Logical decoding takes the database’s write-ahead log (WAL), and gives us access to row-level change events: every time a row in a table is inserted, updated or deleted, that’s an event. Those events are grouped by transaction, and appear in the order in which they were committed to the database. Aborted/rolled-back transactions do not appear in the stream. Thus, if you apply the change events in the same order, you end up with an exact, transactionally consistent copy of the database. It’s looks like the Event Sourcing pattern that you previously implemented in your application, but now it’s available out of the box from the PostgreSQL® database.
For access to real-time changes PostgreSQL® provides the streaming replication protocol. Replication protocol can be physical or logical. Physical replication protocol is used for Master/Secondary replication. Logical replication protocol can be used to stream changes to an external system.
Since the JDBC API does not include replication PGConnection
implements the PostgreSQL® API
Configure database
Your database should be configured to enable logical or physical replication
postgresql.conf
- Property
max_wal_senders
should be at least equal to the number of replication consumers - Property
wal_keep_segments
should contain count wal segments that can’t be removed from database. - Property
wal_level
for logical replication should be equal tological
. - Property
max_replication_slots
should be greater than zero for logical replication, because logical replication can’t work without replication slot.
pg_hba.conf
Enable connect user with replication privileges to replication stream.
local replication all trust
host replication all 127.0.0.1/32 md5
host replication all ::1/128 md5
Configuration for examples
postgresql.conf
max_wal_senders = 4 # max number of walsender processes
wal_keep_segments = 4 # in logfile segments, 16MB each; 0 disables
wal_level = logical # minimal, replica, or logical
max_replication_slots = 4 # max number of replication slots
pg_hba.conf
# Allow replication connections from localhost, by a user with the
# replication privilege.
local replication all trust
host replication all 127.0.0.1/32 md5
host replication all ::1/128 md5
Logical replication
Logical replication uses a replication slot to reserve WAL logs on the server and also defines which decoding plugin to
use to decode the WAL logs to the required format, for example you can decode changes as json, protobuf, etc. To demonstrate
how to use the pgJDBC replication API we will use the test_decoding
plugin that is included in the postgresql-contrib
package, but you can use your own decoding plugin. There are a few on github which can be used as examples.
In order to use the replication API, the Connection has to be created in replication mode, in this mode the connection is not available to execute SQL commands, and can only be used with replication API. This is a restriction imposed by PostgreSQL®.

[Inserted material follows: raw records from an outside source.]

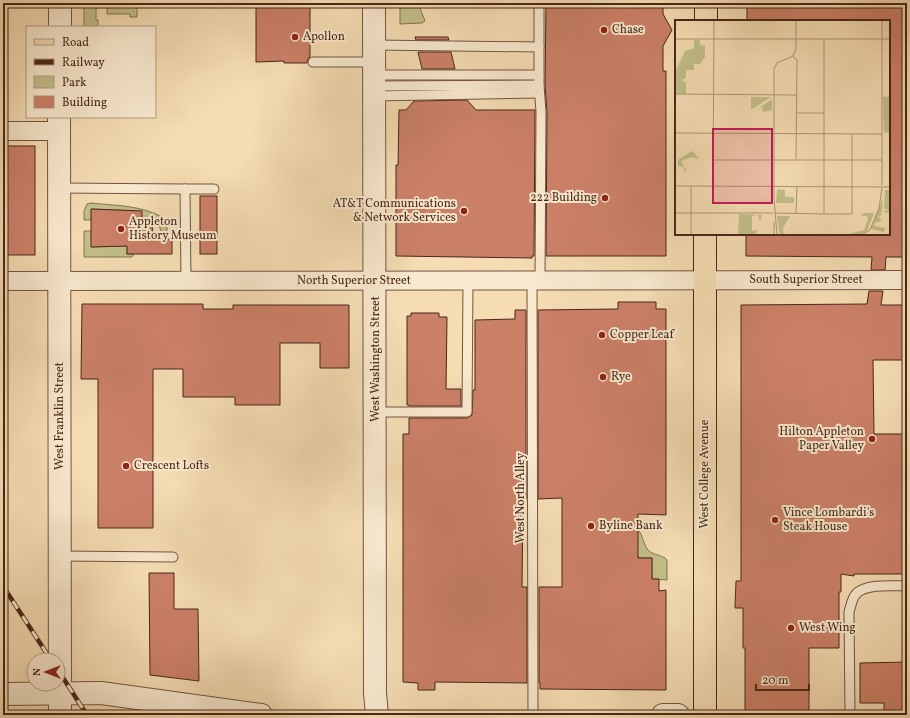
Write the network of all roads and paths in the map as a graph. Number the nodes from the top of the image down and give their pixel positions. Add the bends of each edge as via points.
1 (60, 3) edge
2 (374, 3) edge
3 (539, 3) edge
4 (706, 3) edge
5 (706, 20) edge
6 (60, 26) edge
7 (539, 47) junction
8 (312, 62) dead end
9 (375, 73) junction
10 (539, 75) junction
11 (539, 89) junction
12 (59, 124) edge
13 (3, 131) edge
14 (60, 188) junction
15 (185, 189) junction
16 (214, 189) dead end
17 (705, 235) edge
18 (704, 280) junction
19 (907, 280) edge
20 (3, 281) edge
21 (60, 281) junction
22 (376, 281) junction
23 (468, 281) junction
24 (536, 281) junction
25 (186, 282) junction
26 (376, 412) junction
27 (60, 556) junction
28 (173, 557) dead end
29 (907, 586) edge
30 (3, 694) edge
31 (60, 694) junction
32 (60, 715) edge
33 (261, 715) edge
34 (377, 715) edge
35 (533, 715) edge
36 (663, 715) edge
37 (678, 715) edge
38 (705, 715) edge
39 (850, 715) edge

1 - 6 street
2 - 9 street, West Washington Street
3 - 7 lane, West North Alley
4 - 5 main road
7 - 9 lane
7 - 10 lane, West North Alley
8 - 9 lane
9 - 10 lane
9 - 11 lane
9 - 22 street, West Washington Street
10 - 11 lane, West North Alley
11 - 24 lane, West North Alley via 541,112
12 - 13 street
12 - 14 street, West Franklin Street
14 - 15 lane
14 - 21 street, West Franklin Street
15 - 16 lane
15 - 25 lane
17 - 18 main road, West College Avenue
18 - 19 street, South Superior Street
18 - 24 street, North Superior Street
18 - 38 main road, West College Avenue
20 - 21 street, North Superior Street
21 - 25 street, North Superior Street
21 - 27 street, West Franklin Street
22 - 23 street, North Superior Street
22 - 25 street, North Superior Street
22 - 26 street, West Washington Street
23 - 24 street, North Superior Street
23 - 26 lane via 467,412
24 - 35 lane, West North Alley
26 - 34 street, West Washington Street
27 - 28 lane
27 - 31 street, West Franklin Street
29 - 39 lane via 873,586 856,594 852,602 849,612
30 - 31 street
31 - 32 street, West Franklin Street
31 - 33 street via 101,693
36 - 37 street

Example 9.4. Create replication connection.
String url = "jdbc:postgresql://localhost:5432/postgres";
Properties props = new Properties();
PGProperty.USER.set(props, "postgres");
PGProperty.PASSWORD.set(props, "postgres");
PGProperty.ASSUME_MIN_SERVER_VERSION.set(props, "9.4");
PGProperty.REPLICATION.set(props, "database");
PGProperty.PREFER_QUERY_MODE.set(props, "simple");
Connection con = DriverManager.getConnection(url, props);
PGConnection replConnection = con.unwrap(PGConnection.class);
The entire replication API is grouped in org.postgresql.replication.PGReplicationConnection
and is available via
org.postgresql.PGConnection#getReplicationAPI
.
Before you can start replication protocol, you need to have replication slot, which can be also created via pgJDBC API.
Example 9.5. Create replication slot via pgJDBC API
replConnection.getReplicationAPI()
.createReplicationSlot()
.logical()
.withSlotName("demo_logical_slot")
.withOutputPlugin("test_decoding")
.make();
Once we have the replication slot, we can create a ReplicationStream.
Example 9.6. Create logical replication stream.
PGReplicationStream stream =
replConnection.getReplicationAPI()
.replicationStream()
.logical()
.withSlotName("demo_logical_slot")
.withSlotOption("include-xids", false)
.withSlotOption("skip-empty-xacts", true)
.start();
The replication stream will send all changes since the creation of the replication slot or from replication slot restart LSN if the slot was already used for replication. You can also start streaming changes from a particular LSN position, in that case LSN position should be specified when you create the replication stream.
Example 9.7. Create logical replication stream from particular position.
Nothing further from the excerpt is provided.